** Work order **
Pull every "place" line out of the data below.
*** Opening of Information shown ***
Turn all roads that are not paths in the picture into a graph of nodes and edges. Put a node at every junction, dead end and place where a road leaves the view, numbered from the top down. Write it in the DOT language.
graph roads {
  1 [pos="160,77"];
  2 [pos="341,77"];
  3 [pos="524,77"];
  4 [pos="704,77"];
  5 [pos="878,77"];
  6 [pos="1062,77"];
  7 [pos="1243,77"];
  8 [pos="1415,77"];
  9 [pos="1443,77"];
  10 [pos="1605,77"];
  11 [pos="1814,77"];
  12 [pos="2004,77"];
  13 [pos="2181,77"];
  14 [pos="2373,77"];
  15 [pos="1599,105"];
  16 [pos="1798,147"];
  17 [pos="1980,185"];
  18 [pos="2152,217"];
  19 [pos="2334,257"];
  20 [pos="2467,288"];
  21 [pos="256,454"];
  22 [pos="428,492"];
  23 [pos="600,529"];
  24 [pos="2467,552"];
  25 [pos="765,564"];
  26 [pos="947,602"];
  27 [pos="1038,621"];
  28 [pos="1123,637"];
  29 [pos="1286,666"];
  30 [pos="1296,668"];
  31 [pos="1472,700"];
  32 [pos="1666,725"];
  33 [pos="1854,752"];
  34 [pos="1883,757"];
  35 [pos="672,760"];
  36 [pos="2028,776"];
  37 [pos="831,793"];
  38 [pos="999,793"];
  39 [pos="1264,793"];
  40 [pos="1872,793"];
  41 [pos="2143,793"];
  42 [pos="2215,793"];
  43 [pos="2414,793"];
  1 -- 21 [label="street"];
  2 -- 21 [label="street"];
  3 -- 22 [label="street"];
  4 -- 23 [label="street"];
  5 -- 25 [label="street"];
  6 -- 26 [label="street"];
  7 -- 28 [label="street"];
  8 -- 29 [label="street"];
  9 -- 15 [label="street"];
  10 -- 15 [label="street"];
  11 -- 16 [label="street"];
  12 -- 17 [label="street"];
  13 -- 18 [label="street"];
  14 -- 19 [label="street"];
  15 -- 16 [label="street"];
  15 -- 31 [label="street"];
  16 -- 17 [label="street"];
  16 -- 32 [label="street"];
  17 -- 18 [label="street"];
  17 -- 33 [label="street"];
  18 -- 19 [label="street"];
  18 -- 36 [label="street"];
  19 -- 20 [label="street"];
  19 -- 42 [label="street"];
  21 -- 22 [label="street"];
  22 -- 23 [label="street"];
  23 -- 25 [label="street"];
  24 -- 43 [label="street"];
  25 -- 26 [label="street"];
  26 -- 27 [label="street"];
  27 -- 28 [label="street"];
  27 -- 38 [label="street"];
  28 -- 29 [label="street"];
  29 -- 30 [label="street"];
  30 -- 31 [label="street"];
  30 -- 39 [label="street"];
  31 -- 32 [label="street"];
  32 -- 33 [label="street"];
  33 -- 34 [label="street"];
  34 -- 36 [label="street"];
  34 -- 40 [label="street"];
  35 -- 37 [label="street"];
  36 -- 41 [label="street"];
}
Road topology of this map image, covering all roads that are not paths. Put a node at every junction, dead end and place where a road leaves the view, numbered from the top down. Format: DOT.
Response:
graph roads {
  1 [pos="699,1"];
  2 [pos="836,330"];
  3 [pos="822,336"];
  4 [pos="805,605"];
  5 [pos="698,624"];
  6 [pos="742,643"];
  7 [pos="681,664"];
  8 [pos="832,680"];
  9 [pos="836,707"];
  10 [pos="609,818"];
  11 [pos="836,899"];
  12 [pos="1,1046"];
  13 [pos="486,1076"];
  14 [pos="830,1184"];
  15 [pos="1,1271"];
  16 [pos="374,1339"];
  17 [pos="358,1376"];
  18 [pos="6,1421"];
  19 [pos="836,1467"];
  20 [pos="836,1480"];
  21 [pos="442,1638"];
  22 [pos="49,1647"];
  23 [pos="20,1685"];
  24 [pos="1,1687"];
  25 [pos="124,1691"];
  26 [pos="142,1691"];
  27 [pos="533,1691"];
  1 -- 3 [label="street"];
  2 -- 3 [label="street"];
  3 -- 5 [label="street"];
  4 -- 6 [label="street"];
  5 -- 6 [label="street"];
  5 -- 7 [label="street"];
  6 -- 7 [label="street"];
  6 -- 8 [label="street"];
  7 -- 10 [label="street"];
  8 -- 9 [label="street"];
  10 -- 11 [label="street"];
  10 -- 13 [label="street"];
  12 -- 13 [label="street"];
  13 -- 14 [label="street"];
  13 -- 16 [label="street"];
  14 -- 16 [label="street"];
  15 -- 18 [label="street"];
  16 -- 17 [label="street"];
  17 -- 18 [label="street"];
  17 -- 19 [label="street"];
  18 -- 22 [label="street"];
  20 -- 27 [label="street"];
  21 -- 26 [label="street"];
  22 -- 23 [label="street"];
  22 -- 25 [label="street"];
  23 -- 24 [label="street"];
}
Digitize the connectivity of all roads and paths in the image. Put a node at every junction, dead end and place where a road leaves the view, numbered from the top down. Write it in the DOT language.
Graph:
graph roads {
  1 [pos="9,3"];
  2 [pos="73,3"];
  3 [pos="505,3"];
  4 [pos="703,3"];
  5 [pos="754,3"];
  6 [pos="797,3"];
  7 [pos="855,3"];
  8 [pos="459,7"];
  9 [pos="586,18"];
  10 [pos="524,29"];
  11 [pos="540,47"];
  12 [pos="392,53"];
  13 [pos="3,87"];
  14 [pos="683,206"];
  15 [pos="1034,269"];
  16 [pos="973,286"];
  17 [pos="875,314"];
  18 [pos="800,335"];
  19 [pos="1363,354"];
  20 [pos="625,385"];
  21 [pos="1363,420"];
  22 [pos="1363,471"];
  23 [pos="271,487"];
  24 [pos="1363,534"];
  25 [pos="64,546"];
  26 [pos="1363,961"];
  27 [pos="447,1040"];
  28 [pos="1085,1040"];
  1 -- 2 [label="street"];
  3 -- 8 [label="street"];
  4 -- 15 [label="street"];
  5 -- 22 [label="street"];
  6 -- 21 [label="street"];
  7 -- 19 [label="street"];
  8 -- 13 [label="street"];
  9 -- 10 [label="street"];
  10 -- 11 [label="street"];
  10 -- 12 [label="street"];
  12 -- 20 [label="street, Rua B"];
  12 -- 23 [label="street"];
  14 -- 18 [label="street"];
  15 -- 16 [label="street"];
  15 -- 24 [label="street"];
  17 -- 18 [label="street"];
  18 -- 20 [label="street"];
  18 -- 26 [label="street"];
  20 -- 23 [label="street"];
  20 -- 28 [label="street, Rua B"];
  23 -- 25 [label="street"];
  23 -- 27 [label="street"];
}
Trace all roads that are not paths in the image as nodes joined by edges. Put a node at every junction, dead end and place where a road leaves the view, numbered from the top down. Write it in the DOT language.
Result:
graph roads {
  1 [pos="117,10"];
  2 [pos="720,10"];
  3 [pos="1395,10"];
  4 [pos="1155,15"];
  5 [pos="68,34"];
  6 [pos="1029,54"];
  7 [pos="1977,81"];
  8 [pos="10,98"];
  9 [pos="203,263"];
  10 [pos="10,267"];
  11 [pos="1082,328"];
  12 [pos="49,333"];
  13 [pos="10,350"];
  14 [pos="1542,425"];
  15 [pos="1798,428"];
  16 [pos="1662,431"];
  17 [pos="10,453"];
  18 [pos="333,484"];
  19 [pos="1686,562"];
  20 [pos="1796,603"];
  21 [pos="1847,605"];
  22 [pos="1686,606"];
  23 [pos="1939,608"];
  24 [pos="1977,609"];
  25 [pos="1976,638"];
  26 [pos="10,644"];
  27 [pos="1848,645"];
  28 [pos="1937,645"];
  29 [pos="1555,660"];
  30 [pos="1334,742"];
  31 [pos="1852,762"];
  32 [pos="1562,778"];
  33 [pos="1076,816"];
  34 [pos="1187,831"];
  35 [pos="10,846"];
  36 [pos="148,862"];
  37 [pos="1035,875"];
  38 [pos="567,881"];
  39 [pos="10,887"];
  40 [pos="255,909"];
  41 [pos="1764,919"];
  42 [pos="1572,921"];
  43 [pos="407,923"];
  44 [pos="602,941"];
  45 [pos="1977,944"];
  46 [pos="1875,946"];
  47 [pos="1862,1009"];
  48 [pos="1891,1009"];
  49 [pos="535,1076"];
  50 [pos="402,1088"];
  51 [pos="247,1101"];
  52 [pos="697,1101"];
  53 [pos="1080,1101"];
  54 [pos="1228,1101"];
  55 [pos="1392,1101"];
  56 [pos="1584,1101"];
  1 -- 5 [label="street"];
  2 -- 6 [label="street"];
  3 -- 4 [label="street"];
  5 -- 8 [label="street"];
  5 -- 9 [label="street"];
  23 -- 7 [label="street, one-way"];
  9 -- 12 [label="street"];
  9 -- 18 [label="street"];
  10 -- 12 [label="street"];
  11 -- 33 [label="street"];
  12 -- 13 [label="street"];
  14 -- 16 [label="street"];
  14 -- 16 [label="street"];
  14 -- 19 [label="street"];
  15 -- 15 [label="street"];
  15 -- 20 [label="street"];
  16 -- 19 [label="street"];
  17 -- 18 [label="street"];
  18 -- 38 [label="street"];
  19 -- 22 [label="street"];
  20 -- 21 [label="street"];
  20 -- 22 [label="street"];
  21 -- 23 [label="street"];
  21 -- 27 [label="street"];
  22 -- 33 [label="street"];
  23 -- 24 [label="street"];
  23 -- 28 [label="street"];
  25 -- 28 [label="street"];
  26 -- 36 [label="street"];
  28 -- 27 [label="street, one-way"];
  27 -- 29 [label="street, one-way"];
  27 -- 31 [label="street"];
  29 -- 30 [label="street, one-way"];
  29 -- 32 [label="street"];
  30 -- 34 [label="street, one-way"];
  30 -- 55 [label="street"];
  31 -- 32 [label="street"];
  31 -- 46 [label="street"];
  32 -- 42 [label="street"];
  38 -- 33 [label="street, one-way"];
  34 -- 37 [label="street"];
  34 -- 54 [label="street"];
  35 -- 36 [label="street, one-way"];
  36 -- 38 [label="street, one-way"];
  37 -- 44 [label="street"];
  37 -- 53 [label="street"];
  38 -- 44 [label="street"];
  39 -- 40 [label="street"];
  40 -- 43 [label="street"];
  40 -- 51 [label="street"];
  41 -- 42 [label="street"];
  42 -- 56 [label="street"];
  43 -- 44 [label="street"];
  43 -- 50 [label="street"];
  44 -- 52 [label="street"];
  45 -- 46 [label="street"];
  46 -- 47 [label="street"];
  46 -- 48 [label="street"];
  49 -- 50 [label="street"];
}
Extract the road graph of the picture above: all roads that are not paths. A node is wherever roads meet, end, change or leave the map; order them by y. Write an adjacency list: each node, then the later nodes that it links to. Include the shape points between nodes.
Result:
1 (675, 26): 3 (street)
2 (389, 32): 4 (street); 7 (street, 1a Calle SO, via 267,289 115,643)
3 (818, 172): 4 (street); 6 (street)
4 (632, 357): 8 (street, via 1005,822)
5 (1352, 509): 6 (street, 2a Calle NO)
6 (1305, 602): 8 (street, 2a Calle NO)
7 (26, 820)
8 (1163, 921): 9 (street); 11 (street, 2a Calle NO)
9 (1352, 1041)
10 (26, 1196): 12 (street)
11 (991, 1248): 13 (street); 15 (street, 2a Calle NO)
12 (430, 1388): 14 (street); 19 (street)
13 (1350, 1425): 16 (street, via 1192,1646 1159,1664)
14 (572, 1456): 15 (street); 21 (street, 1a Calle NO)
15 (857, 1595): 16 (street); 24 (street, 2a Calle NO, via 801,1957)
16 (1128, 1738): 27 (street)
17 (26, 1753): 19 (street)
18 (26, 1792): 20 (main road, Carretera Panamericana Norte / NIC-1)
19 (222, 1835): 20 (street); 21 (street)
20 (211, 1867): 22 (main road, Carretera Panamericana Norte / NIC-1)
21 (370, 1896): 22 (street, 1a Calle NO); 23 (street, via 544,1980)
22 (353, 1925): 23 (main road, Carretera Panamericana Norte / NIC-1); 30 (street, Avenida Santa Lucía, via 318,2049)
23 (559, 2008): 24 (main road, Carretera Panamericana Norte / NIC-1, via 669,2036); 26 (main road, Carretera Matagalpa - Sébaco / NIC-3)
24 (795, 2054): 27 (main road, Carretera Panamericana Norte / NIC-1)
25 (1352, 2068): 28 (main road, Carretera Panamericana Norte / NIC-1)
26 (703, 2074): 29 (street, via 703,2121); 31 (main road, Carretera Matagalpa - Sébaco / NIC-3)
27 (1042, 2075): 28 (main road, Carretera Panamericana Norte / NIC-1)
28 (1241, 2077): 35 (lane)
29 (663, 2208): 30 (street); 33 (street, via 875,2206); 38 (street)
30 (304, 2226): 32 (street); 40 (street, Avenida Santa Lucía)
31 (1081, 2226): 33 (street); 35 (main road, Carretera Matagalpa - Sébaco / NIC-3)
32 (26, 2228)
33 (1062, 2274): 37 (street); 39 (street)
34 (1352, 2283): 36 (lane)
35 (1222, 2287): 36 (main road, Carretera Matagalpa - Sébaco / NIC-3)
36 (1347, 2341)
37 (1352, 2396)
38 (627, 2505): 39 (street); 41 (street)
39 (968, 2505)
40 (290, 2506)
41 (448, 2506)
*** Close of Information shown ***
** Answer box **
Turn all roads that are not paths in the picture into a graph of nodes and edges. Put a node at every junction, dead end and place where a road leaves the view, numbered from the top down. Write it in the DOT language.
Road topology of this map image, covering all roads that are not paths. Put a node at every junction, dead end and place where a road leaves the view, numbered from the top down. Format: DOT.
Digitize the connectivity of all roads and paths in the image. Put a node at every junction, dead end and place where a road leaves the view, numbered from the top down. Write it in the DOT language.
Trace all roads that are not paths in the image as nodes joined by edges. Put a node at every junction, dead end and place where a road leaves the view, numbered from the top down. Write it in the DOT language.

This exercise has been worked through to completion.